START Dataset entries

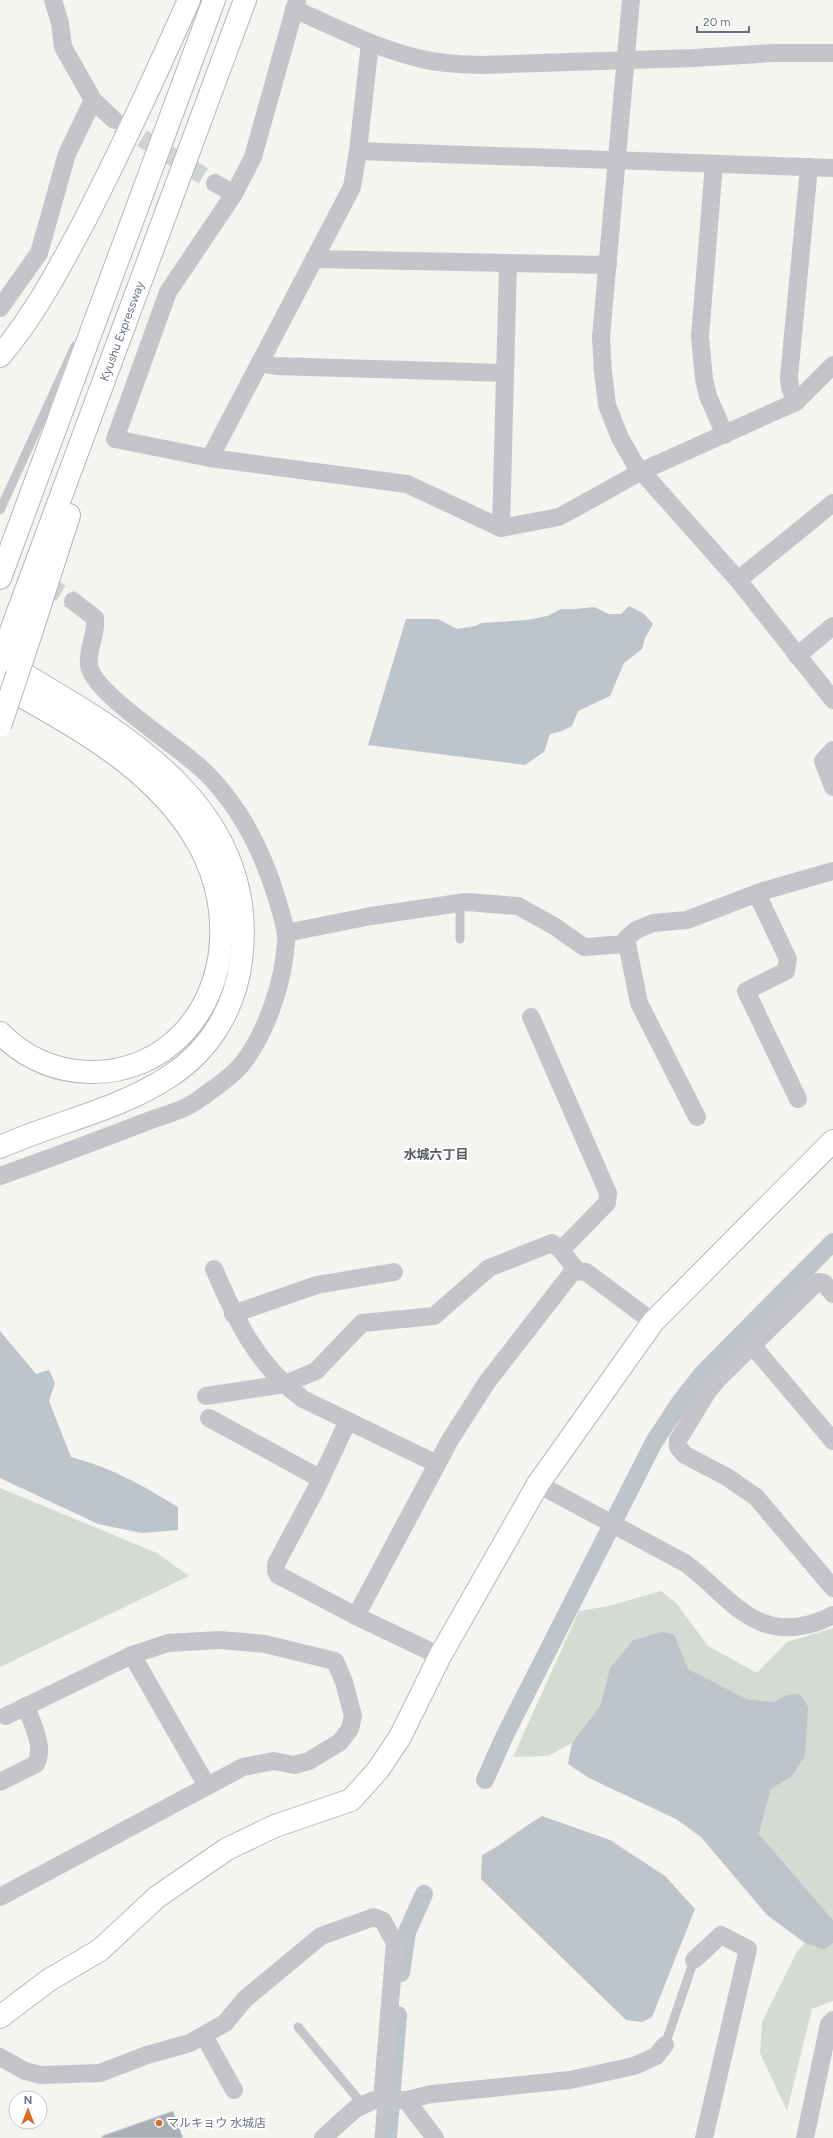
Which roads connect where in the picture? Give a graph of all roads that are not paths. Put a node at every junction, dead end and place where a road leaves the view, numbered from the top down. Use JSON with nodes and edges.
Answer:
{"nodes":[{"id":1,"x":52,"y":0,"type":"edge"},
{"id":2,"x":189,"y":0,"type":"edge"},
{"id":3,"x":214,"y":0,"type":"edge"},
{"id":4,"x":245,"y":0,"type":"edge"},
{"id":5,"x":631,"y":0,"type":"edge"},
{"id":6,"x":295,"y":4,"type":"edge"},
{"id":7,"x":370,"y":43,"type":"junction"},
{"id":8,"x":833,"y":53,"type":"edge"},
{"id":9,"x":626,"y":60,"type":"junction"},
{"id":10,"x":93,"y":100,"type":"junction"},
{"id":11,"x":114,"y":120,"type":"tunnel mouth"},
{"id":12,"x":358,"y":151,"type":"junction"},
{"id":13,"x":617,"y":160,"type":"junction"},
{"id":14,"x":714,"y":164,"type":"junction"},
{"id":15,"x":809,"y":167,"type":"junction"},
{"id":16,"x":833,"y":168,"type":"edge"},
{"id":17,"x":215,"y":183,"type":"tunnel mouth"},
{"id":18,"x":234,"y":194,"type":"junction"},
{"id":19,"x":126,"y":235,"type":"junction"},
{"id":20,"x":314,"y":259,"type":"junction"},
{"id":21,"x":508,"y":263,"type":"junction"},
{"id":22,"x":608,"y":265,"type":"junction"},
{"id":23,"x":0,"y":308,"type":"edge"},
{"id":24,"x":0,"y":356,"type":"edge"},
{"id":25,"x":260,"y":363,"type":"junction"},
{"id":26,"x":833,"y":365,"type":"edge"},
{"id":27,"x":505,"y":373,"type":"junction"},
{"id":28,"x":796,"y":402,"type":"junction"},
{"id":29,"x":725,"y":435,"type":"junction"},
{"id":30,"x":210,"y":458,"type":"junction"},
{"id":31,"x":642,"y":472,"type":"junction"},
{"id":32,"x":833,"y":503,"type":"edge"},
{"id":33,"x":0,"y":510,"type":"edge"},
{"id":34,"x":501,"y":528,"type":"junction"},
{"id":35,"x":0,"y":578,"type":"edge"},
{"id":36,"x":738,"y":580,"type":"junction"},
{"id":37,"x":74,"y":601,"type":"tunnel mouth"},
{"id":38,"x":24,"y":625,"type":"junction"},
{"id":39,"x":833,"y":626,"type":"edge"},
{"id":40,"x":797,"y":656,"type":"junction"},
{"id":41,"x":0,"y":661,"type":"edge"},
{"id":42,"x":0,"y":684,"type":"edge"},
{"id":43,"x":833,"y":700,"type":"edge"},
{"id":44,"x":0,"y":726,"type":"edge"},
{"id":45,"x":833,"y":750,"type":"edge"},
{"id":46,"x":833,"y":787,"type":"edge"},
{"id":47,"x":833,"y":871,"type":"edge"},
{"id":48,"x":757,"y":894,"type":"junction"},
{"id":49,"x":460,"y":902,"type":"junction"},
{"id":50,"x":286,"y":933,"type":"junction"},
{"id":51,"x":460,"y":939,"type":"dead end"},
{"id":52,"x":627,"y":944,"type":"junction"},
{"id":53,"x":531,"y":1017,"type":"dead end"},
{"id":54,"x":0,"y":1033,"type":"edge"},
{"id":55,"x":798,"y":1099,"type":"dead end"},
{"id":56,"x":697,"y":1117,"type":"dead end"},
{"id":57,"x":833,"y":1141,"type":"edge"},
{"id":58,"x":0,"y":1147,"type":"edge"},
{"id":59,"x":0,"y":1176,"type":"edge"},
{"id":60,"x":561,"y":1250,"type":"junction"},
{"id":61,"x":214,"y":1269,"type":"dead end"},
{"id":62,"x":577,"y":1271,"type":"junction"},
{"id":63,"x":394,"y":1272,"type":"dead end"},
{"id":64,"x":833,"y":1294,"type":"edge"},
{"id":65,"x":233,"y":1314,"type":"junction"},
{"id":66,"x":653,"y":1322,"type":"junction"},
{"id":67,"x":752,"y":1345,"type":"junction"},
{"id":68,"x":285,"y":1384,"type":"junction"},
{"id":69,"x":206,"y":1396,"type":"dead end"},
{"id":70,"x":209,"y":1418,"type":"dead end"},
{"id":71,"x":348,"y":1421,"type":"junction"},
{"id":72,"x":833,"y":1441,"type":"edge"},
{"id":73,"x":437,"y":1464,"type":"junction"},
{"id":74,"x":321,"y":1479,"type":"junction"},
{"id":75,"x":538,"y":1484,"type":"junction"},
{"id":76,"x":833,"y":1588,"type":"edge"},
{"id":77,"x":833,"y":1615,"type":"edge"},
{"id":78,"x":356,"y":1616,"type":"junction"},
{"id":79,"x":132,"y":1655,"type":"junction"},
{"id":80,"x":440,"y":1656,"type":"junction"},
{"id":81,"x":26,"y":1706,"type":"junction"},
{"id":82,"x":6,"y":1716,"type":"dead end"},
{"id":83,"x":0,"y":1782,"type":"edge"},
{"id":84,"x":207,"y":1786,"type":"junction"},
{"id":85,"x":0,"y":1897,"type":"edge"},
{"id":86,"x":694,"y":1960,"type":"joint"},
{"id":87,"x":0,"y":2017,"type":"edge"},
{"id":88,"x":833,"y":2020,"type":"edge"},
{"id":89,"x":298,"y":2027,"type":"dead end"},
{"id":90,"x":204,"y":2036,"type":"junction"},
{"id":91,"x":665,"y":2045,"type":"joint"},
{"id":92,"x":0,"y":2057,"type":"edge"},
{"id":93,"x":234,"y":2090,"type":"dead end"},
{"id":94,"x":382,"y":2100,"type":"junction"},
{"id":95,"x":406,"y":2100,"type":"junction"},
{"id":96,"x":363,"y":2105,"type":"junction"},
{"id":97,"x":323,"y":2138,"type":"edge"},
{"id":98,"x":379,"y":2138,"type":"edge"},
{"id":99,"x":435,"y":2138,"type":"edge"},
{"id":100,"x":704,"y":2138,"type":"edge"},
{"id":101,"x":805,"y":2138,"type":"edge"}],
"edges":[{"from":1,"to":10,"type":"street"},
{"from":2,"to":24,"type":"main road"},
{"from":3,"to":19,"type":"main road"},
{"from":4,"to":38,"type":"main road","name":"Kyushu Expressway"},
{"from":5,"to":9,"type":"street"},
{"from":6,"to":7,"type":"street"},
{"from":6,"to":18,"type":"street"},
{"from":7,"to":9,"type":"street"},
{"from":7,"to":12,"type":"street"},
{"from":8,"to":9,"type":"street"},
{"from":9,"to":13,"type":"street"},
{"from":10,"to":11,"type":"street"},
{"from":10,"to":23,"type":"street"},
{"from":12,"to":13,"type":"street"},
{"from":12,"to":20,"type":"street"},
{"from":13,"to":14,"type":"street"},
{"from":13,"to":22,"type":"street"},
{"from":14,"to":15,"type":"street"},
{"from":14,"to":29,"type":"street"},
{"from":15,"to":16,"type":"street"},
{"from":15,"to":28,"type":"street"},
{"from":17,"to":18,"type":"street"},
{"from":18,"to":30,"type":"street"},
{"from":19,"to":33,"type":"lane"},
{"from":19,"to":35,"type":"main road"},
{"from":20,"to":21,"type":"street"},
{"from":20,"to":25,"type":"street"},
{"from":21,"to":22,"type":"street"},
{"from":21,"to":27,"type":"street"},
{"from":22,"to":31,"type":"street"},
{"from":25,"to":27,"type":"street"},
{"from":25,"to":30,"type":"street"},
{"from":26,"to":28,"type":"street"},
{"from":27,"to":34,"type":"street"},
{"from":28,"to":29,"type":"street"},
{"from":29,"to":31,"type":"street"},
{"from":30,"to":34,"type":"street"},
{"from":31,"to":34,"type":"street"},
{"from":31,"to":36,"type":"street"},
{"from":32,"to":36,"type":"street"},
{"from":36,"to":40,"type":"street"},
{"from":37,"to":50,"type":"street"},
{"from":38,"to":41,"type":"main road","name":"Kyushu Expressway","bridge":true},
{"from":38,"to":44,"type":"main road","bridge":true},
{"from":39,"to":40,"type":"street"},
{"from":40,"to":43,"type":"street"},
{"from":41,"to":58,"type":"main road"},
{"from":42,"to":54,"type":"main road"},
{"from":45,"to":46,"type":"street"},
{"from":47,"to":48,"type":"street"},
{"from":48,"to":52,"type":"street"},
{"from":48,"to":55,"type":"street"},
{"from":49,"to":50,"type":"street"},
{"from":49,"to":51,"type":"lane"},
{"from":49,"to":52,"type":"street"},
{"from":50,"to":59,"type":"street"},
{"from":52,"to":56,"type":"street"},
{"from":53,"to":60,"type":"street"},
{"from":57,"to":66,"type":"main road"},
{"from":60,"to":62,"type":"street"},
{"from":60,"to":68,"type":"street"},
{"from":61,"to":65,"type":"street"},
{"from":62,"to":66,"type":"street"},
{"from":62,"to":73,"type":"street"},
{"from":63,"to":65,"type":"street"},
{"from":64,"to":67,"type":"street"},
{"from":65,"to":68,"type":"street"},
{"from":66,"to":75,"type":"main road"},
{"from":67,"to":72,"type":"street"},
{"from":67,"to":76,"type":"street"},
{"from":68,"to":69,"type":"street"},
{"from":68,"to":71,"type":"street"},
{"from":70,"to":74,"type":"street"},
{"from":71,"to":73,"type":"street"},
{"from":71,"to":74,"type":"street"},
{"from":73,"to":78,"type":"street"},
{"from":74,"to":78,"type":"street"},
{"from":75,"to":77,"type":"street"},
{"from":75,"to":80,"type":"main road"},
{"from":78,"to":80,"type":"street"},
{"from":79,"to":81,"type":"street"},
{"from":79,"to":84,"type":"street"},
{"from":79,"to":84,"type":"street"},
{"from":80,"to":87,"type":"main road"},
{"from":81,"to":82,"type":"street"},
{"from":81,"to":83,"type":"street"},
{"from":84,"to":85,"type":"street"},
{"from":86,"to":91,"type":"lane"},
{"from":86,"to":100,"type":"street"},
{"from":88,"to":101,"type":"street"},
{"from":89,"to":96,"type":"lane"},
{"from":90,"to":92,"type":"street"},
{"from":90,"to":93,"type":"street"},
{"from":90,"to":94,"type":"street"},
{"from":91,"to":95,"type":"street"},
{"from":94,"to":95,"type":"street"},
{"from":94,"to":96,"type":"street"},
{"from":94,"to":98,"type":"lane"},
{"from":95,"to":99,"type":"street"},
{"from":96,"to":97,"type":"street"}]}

END Dataset entries

Exercise details => Which lines in the data above contain "true"? Show each one.

Response to this exercise =>
{"from":38,"to":41,"type":"main road","name":"Kyushu Expressway","bridge":true},
{"from":38,"to":44,"type":"main road","bridge":true},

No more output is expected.